On Friday, May 11, this year, Yash Raj Films’ Ishaqzaade hit theatres and promptly sprinted to the bank with a Rs 16 crore weekend kitty. Habib Faisal’s tale of star-crossed lovers starring debutant Arjun Kapoor and Parineeti Chopra was a superhit even as it received mixed reviews.
But even before the film’s first scene, Ishaqzaade gave viewers something extra – a 1.31-second first-look at the upcoming Ek Tha Tiger (ETT) that went on to become a hit in cyberspace. Filmmaker Anurag Kashyap tweeted, "Ek Tha Tiger’s trailer is super awesome... very slick and very intriguing... jaldi dikhao sir.”

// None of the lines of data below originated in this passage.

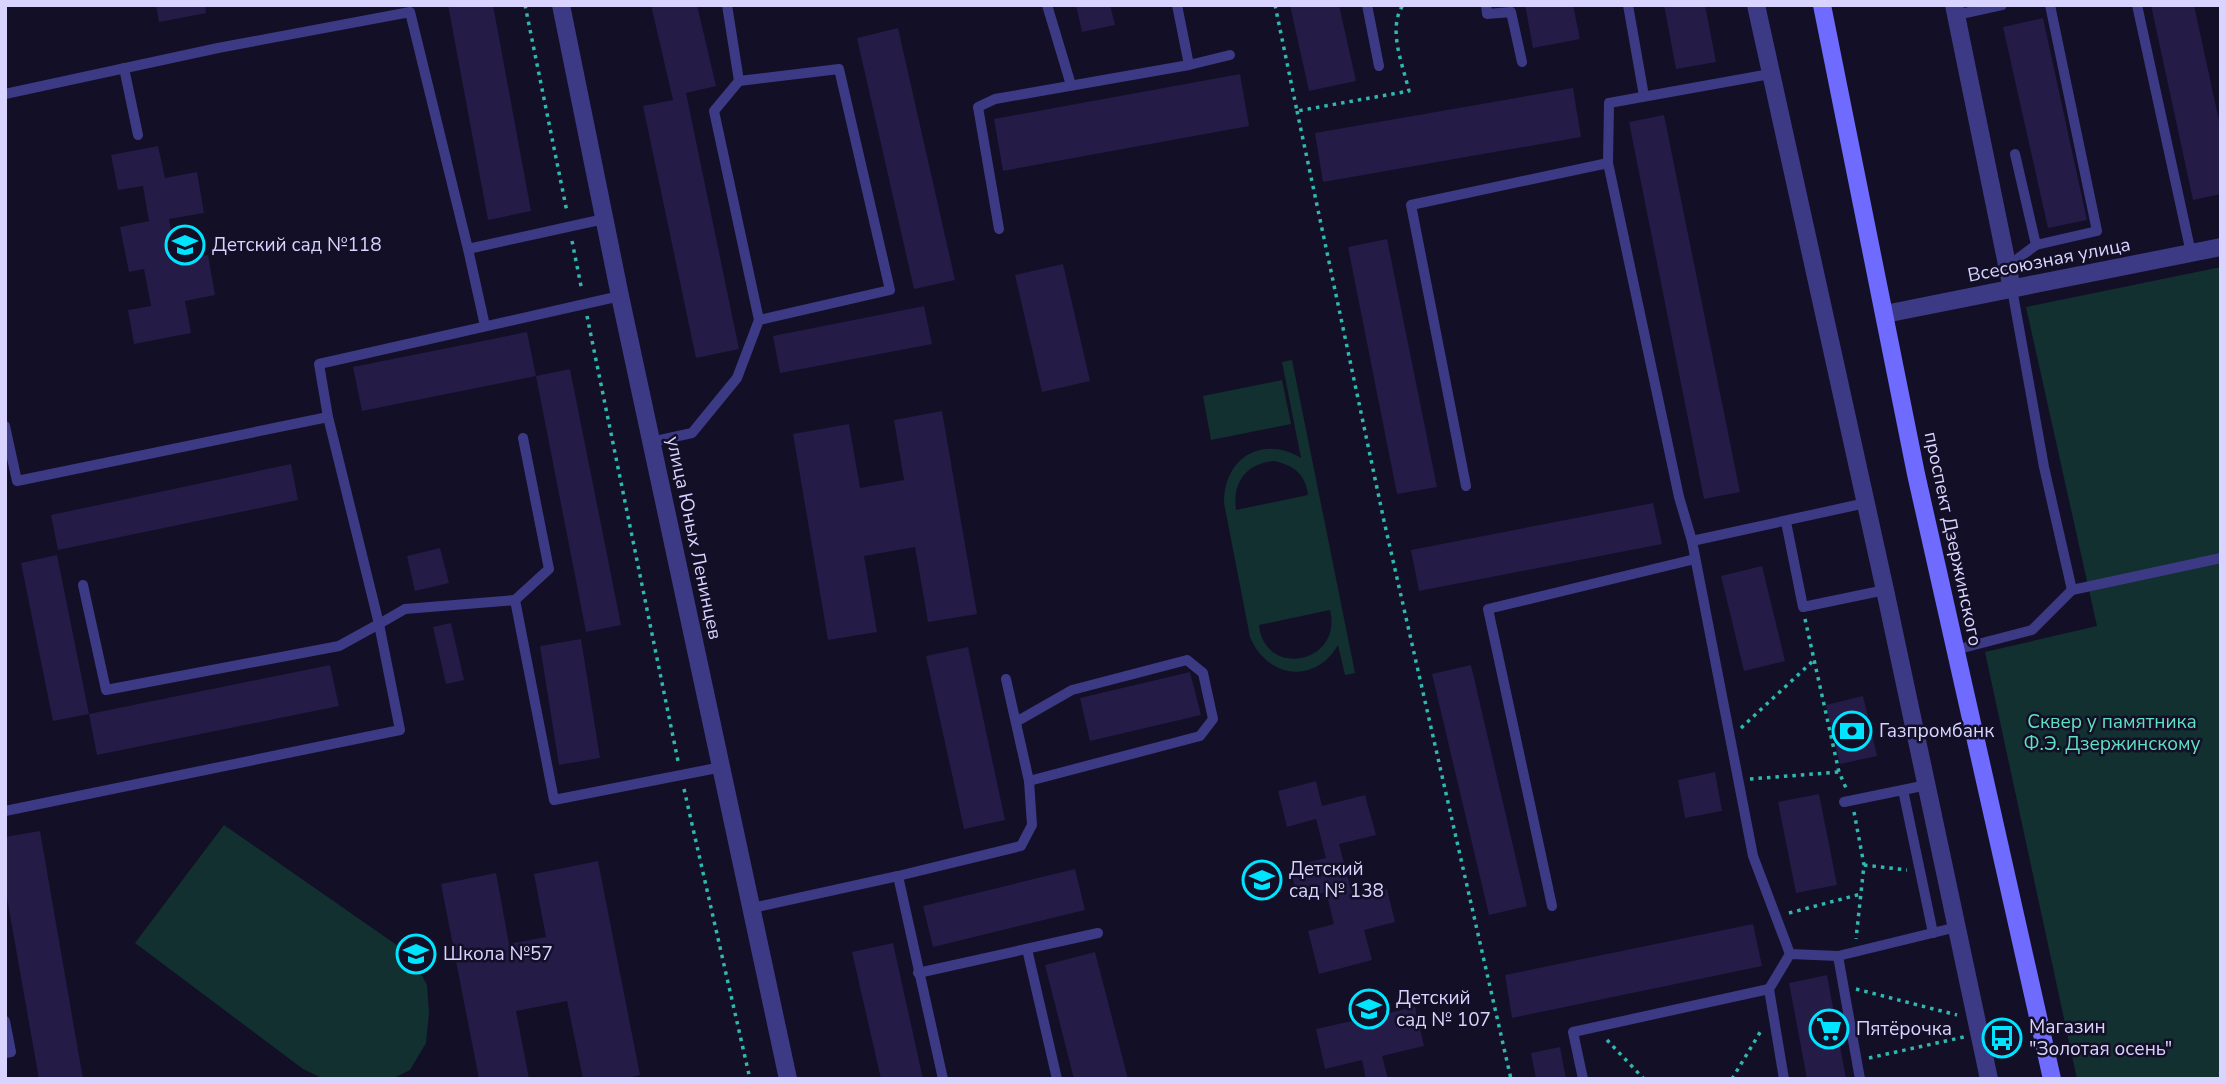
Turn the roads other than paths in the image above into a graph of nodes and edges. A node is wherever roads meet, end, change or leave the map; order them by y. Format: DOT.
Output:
graph roads {
  1 [pos="561,5"];
  2 [pos="727,5"];
  3 [pos="1047,5"];
  4 [pos="1177,5"];
  5 [pos="1367,5"];
  6 [pos="1486,5"];
  7 [pos="1628,5"];
  8 [pos="1756,5"];
  9 [pos="1822,5"];
  10 [pos="2002,5"];
  11 [pos="2050,5"];
  12 [pos="2137,5"];
  13 [pos="1955,10"];
  14 [pos="1230,55"];
  15 [pos="1522,62"];
  16 [pos="1189,65"];
  17 [pos="1379,66"];
  18 [pos="124,68"];
  19 [pos="1770,74"];
  20 [pos="739,81"];
  21 [pos="1071,85"];
  22 [pos="5,94"];
  23 [pos="1644,96"];
  24 [pos="138,135"];
  25 [pos="2015,154"];
  26 [pos="1608,163"];
  27 [pos="604,219"];
  28 [pos="999,229"];
  29 [pos="2036,245"];
  30 [pos="2221,247"];
  31 [pos="468,249"];
  32 [pos="2191,253"];
  33 [pos="2008,266"];
  34 [pos="2012,289"];
  35 [pos="620,296"];
  36 [pos="1885,314"];
  37 [pos="759,320"];
  38 [pos="485,326"];
  39 [pos="328,417"];
  40 [pos="5,426"];
  41 [pos="523,438"];
  42 [pos="651,442"];
  43 [pos="1466,486"];
  44 [pos="1866,503"];
  45 [pos="1786,522"];
  46 [pos="1692,541"];
  47 [pos="2221,558"];
  48 [pos="1695,559"];
  49 [pos="83,585"];
  50 [pos="1885,590"];
  51 [pos="2073,590"];
  52 [pos="515,600"];
  53 [pos="379,624"];
  54 [pos="1955,650"];
  55 [pos="1006,679"];
  56 [pos="1016,722"];
  57 [pos="722,767"];
  58 [pos="1029,781"];
  59 [pos="1927,785"];
  60 [pos="1903,790"];
  61 [pos="1847,801"];
  62 [pos="5,811"];
  63 [pos="898,876"];
  64 [pos="1552,906"];
  65 [pos="751,908"];
  66 [pos="1957,927"];
  67 [pos="1098,933"];
  68 [pos="1933,933"];
  69 [pos="1027,949"];
  70 [pos="1790,954"];
  71 [pos="1838,956"];
  72 [pos="918,973"];
  73 [pos="1769,989"];
  74 [pos="5,1021"];
  75 [pos="5,1053"];
  76 [pos="788,1079"];
  77 [pos="943,1079"];
  78 [pos="1057,1079"];
  79 [pos="1583,1079"];
  80 [pos="1784,1079"];
  81 [pos="1860,1079"];
  82 [pos="1989,1079"];
  83 [pos="2052,1079"];
  1 -- 27 [label="street, улица Юных Ленинцев"];
  2 -- 20 [label="lane"];
  3 -- 21 [label="lane"];
  4 -- 16 [label="lane"];
  5 -- 17 [label="lane"];
  6 -- 15 [label="lane"];
  7 -- 23 [label="lane"];
  8 -- 19 [label="street"];
  9 -- 36 [label="main road, проспект Дзержинского"];
  10 -- 13 [label="lane"];
  11 -- 29 [label="lane"];
  12 -- 32 [label="lane"];
  13 -- 33 [label="street"];
  14 -- 16 [label="lane"];
  16 -- 21 [label="lane"];
  18 -- 22 [label="lane"];
  18 -- 24 [label="lane"];
  18 -- 31 [label="lane"];
  19 -- 23 [label="lane"];
  19 -- 44 [label="street"];
  20 -- 37 [label="lane"];
  20 -- 37 [label="lane"];
  21 -- 28 [label="lane"];
  23 -- 26 [label="lane"];
  25 -- 29 [label="lane"];
  26 -- 43 [label="lane"];
  26 -- 46 [label="lane"];
  27 -- 31 [label="lane"];
  27 -- 35 [label="street, улица Юных Ленинцев"];
  29 -- 33 [label="lane"];
  30 -- 32 [label="street, Всесоюзная улица"];
  31 -- 38 [label="lane"];
  32 -- 34 [label="street, Всесоюзная улица"];
  33 -- 34 [label="street"];
  34 -- 36 [label="street, Всесоюзная улица"];
  34 -- 51 [label="lane"];
  35 -- 38 [label="lane"];
  35 -- 42 [label="street, улица Юных Ленинцев"];
  36 -- 54 [label="main road, проспект Дзержинского"];
  37 -- 42 [label="lane"];
  38 -- 39 [label="lane"];
  39 -- 40 [label="lane"];
  39 -- 53 [label="lane"];
  41 -- 52 [label="lane"];
  42 -- 57 [label="street, улица Юных Ленинцев"];
  44 -- 45 [label="lane"];
  44 -- 50 [label="street"];
  45 -- 46 [label="lane"];
  45 -- 50 [label="lane"];
  46 -- 48 [label="lane"];
  47 -- 51 [label="lane"];
  48 -- 64 [label="lane"];
  48 -- 70 [label="lane"];
  49 -- 53 [label="lane"];
  50 -- 59 [label="street"];
  51 -- 54 [label="lane"];
  52 -- 53 [label="lane"];
  52 -- 57 [label="lane"];
  53 -- 62 [label="lane"];
  54 -- 83 [label="main road, проспект Дзержинского"];
  55 -- 56 [label="lane"];
  56 -- 58 [label="lane"];
  56 -- 58 [label="lane"];
  57 -- 65 [label="street, улица Юных Ленинцев"];
  58 -- 63 [label="lane"];
  59 -- 60 [label="lane"];
  59 -- 66 [label="street"];
  60 -- 61 [label="lane"];
  60 -- 68 [label="lane"];
  63 -- 65 [label="lane"];
  63 -- 72 [label="lane"];
  65 -- 76 [label="street, улица Юных Ленинцев"];
  66 -- 68 [label="lane"];
  66 -- 82 [label="street"];
  67 -- 69 [label="lane"];
  68 -- 71 [label="lane"];
  69 -- 72 [label="lane"];
  69 -- 78 [label="lane"];
  70 -- 71 [label="lane"];
  70 -- 73 [label="lane"];
  71 -- 81 [label="lane"];
  72 -- 77 [label="lane"];
  73 -- 79 [label="lane"];
  73 -- 80 [label="lane"];
  74 -- 75 [label="lane"];
}
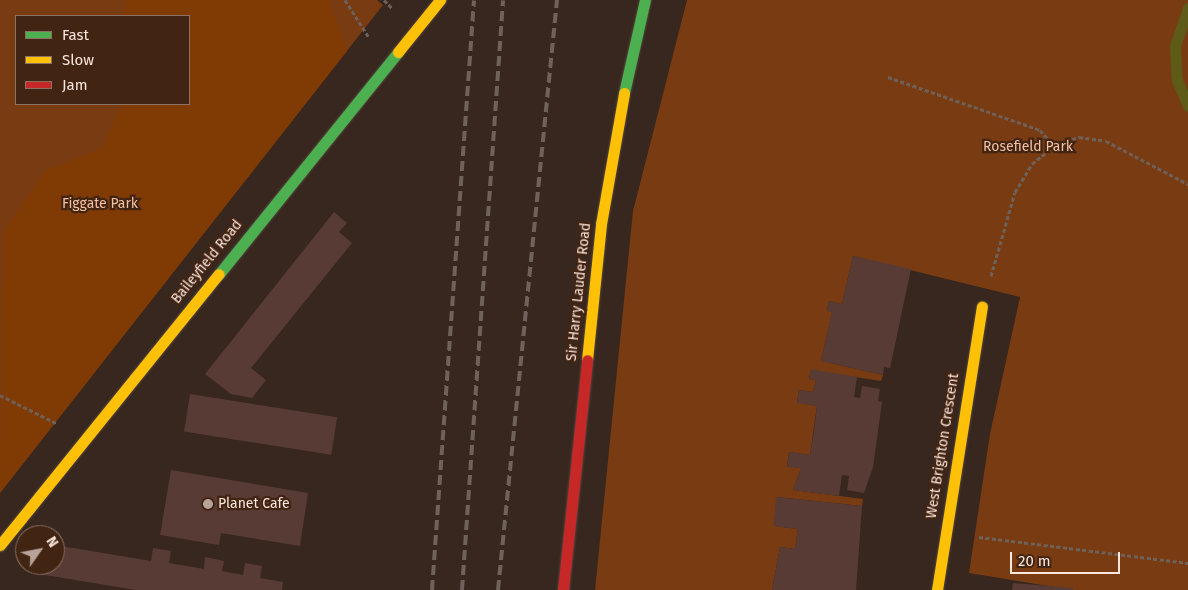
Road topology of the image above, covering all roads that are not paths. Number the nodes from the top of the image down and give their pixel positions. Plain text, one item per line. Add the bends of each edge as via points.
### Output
1 (440, 0) edge
2 (645, 0) edge
3 (982, 308) road end
4 (0, 545) edge
5 (562, 590) edge
6 (937, 590) edge

1 - 4 main road, Baileyfield Road via 388,59
2 - 5 main road, Sir Harry Lauder Road via 614,139 601,224
3 - 6 main road, West Brighton Crescent

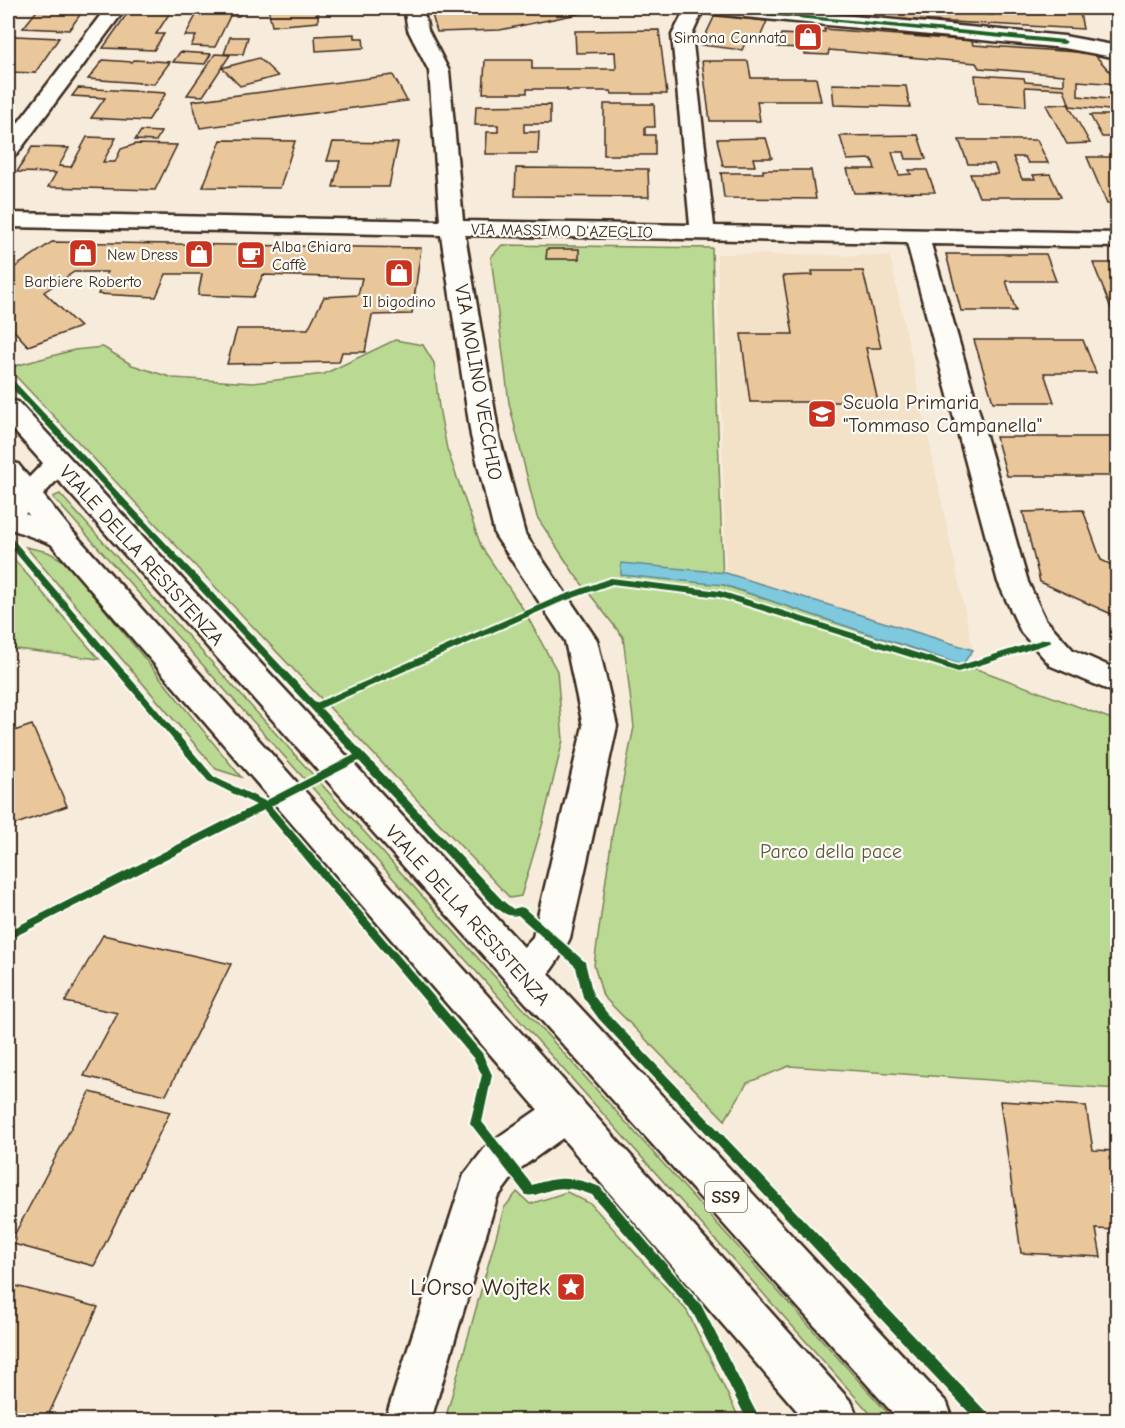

Then, on the following Friday, the teaser popped up on screens bang in the midst of Arjun and Parineeti’s gunshots and kisses. Wrapped in a dusty shawl, Salman Khan fired guns, leapt off roofs, ratted down cobblestone streets in wooden crates and signed off with his silhouette against the Istanbul skyline. The response was unanimously overwhelming. It almost seemed like Ishaqzaade was attached to the ETT trailer instead of the other way around.
Peek a movie
Fast forward to August 15, Ek Tha Tiger opened to massive success. But before Kabir Khan’s kitschy spy romance could smash the Rs 200 crore ceiling, it had to share a tiny portion of the spotlight with another teaser – an abrupt montage for Yash Chopra’s untitled directorial comeback that comes out this Diwali.
The Shah Rukh Khan-Katrina Kaif-Anushka Sharma teaser managed, in its own little way, to upstage the biggest theatrical blitzkrieg of the year. The impact was instantaneous.
Picking where and when to show off the first look of a new film is the smartest new move in movie marketing. “This is something that has really come into being with the advent of multiplexes and the back-to-back releases of several films all vying for play-out in theatres,” says Rafiq Gangjee, marketing head for Yash Raj Films.
The strategy is not just for film production and distribution behemoths. An exciting trailer will arouse curiosity even if it’s attached to a small film. Case in point, the teaser of English Vinglish, the tri-lingual film touted as Sridevi’s comeback. The promo slipped into theatres during Ferrari Ki Sawari, and featured Sridevi as an English-challenged housewife, reading out the film’s censor certificate.
“At that time, FKS was the only film that our distributor, Eros, was releasing,” recalls English Vinglish producer R Balki, who was responsible for the teaser concept. “Even if it was a small film, it was appropriate.” The teaser also released online simultaneously and garnered one million hits in seven days on YouTube. The film then tied up with PVR, its promos popping up during screenings of Shirin Farhad Ki Toh Nikal Padi and Ek Tha Tiger, while the film itself readied for a gala premiere at the Toronto International Film Festival (TIFF). With a debut like that, did it need a kick-ass trailer after all? “There’s no second guessing its impact,” admits Balki.
"A trailer is the most important marketing tool a film can have."
That explains why trailers now have independent clout in the publicity machinery of a film, often meriting stand alone-events and brand associations with the film or its cast. English Vinglish’s full-length trailer was unveiled at a special media event in Mumbai on Sridevi’s birthday, August 13.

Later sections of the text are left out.